Peripheral joint abnormalities tend to occur much more frequently with enteropathic arthropathy than with ankylosing spondylitis. When they do occur, they are usually self limited, and rarely cause lasting deformity of the joint. However, in ankylosing spondylitis, the peripheral joint findings typically include joint space narrowing, osseous erosions, cysts, and bony proliferation, which may help in distinguishing these entities.
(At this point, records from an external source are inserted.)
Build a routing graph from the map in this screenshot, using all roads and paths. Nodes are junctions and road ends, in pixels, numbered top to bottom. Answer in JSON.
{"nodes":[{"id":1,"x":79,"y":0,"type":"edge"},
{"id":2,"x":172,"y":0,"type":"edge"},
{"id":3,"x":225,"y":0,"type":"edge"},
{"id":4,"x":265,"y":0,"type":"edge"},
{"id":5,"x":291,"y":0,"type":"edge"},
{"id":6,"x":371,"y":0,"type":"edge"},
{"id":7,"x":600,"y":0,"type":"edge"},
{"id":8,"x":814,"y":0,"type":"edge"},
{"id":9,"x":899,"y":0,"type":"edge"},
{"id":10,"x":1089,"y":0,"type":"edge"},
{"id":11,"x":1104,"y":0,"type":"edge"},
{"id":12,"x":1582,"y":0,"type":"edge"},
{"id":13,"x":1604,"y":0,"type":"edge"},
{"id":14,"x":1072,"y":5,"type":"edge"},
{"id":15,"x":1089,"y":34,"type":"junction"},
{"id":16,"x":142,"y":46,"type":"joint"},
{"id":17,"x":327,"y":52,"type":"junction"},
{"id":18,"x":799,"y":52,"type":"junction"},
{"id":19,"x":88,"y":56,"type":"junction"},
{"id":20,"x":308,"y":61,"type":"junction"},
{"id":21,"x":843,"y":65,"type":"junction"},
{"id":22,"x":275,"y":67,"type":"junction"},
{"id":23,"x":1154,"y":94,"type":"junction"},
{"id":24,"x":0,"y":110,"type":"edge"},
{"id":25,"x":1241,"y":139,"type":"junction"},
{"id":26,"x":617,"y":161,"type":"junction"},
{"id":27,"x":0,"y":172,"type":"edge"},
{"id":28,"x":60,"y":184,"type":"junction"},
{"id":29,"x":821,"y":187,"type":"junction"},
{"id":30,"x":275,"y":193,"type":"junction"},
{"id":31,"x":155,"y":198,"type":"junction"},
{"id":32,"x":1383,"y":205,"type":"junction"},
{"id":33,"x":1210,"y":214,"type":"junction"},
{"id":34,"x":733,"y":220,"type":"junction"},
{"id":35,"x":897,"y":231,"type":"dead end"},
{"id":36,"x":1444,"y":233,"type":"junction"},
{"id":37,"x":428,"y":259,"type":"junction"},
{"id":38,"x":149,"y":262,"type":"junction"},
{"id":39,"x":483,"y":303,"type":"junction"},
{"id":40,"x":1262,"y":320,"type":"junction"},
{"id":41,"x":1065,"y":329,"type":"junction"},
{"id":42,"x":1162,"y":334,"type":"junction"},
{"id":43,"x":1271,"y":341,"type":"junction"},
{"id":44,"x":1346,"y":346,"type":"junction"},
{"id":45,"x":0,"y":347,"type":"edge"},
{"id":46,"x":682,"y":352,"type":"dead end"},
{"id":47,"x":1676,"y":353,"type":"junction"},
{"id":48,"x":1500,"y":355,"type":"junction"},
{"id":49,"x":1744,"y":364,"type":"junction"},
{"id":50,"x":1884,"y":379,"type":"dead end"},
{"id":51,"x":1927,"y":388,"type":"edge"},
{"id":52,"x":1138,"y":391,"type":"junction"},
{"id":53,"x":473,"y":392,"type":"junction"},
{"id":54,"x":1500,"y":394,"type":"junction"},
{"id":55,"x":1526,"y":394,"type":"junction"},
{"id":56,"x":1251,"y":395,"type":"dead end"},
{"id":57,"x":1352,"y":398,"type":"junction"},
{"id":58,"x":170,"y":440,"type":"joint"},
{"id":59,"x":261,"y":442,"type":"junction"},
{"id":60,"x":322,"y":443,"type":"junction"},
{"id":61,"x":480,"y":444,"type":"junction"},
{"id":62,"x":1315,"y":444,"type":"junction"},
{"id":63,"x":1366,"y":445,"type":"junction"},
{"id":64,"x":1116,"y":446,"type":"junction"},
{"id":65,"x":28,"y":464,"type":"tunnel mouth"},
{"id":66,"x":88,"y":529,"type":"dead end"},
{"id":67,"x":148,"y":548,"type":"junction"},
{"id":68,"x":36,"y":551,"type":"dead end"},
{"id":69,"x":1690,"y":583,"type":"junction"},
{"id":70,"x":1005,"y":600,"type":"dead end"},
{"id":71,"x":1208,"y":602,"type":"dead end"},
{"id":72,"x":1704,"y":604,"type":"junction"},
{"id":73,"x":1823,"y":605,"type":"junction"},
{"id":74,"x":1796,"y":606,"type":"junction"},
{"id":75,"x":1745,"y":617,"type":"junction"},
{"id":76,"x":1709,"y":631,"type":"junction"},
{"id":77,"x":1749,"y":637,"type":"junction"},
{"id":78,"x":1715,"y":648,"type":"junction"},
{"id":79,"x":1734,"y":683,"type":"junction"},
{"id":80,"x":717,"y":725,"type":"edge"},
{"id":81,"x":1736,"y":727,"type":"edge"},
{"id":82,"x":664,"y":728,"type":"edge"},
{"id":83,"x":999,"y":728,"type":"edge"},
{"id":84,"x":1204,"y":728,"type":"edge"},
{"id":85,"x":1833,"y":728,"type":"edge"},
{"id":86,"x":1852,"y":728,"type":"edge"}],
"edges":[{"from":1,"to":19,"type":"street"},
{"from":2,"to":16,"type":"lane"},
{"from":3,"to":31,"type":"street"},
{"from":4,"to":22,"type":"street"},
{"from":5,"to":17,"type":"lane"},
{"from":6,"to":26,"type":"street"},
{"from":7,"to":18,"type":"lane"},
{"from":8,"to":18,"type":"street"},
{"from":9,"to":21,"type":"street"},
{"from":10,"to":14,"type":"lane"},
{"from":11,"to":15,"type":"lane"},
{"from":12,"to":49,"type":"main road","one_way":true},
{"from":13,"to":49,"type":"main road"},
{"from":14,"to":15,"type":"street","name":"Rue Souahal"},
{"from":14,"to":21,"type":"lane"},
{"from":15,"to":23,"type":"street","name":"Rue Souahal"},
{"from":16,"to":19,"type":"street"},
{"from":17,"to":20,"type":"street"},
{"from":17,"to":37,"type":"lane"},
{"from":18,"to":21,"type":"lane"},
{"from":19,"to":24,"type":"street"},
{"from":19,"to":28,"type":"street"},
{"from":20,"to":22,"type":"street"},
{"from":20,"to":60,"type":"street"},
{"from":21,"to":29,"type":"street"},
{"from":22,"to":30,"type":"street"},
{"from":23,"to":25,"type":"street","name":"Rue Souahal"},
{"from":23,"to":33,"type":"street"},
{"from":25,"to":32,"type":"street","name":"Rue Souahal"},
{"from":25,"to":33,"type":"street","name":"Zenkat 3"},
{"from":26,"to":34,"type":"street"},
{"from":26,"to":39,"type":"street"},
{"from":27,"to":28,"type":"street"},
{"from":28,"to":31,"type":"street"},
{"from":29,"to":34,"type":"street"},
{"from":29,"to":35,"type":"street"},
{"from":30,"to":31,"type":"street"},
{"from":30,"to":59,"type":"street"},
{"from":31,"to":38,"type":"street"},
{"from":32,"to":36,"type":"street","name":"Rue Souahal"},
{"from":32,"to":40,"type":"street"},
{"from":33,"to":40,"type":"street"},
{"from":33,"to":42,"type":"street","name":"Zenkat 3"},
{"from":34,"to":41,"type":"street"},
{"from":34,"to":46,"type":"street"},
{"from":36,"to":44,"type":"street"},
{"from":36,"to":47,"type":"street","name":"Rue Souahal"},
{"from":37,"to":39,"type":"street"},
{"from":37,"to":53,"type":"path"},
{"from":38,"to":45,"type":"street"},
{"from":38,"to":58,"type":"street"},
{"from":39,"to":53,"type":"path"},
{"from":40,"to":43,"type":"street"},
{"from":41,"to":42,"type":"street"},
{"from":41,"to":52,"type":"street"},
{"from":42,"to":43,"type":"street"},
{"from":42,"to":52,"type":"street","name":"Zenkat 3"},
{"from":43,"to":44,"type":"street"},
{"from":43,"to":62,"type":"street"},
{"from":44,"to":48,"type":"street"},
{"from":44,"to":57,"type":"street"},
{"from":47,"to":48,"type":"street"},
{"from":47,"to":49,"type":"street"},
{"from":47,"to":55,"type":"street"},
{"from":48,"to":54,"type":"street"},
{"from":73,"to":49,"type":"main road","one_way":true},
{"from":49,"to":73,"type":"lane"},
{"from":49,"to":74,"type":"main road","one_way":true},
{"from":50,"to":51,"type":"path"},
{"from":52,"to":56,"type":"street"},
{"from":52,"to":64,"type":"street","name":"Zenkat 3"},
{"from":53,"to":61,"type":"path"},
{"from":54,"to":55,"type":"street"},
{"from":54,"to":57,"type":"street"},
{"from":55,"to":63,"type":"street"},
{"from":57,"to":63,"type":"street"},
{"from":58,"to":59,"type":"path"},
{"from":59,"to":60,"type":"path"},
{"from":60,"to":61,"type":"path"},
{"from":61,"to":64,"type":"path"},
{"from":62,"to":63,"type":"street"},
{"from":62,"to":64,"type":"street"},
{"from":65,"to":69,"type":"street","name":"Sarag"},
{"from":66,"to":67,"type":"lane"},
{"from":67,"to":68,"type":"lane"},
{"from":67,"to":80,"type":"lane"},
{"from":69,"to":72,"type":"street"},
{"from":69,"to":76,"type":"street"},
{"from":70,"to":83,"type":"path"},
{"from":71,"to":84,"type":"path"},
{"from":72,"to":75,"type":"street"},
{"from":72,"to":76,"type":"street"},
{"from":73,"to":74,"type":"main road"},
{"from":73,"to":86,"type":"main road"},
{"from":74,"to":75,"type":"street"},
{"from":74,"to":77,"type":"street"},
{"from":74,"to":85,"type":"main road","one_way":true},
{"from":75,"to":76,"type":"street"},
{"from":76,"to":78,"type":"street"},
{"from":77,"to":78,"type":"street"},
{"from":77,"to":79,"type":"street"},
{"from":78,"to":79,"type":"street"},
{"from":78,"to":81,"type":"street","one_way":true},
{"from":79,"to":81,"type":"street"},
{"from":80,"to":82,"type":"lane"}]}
All of the entities described in this section on axial arthropathies can occur in the young or the old, and in men or women. However, just as in the appendicular arthropathies, there are certain trends in the distribution of these disorders that may sometimes be helpful in refining one’s differential diagnosis. The following tables show some of these trends. As with the appendicular arthropathies, other demographic features such as home location, occupation, and ethnic subtype may occasionally be of help.
|Age Group||Age of Onset||Disorder|
|Young (< 20 years)||< 20 years||Juvenile chronic arthritis|
|Middle (> 20 years)||onset 15 – 35 years||Ankylosing spondylitis|
|Young adults||Enteropathic arthropathies|
|25 – 55 years||Rheumatoid arthritis|
|Older patients (> 55 years)||> 55 years||Osteoarthritis|
|Arthropathies with Male Predominance|
|Ankylosing spondylitis||4:1 to 10:1|
|Psoriatic||2:1 to 3:1, but controversial|
|Reiter’s||5:1 to 50:1|
(< 45 years)
Arthropathies with Female Predominance
|Rheumatoid Arthritis||2:1 to 3:1|
(> 45 years)
5. The law of parsimony
As in the appendicular arthropathies, a patient may have more than one arthropathy going on in a given joint. Again, this is most commonly due to secondary osteoarthritis due to some other arthropathy, although other unusual combinations of arthropathies may be seen. This principle can sometimes help to clarify what otherwise might be a confusing radiographic picture.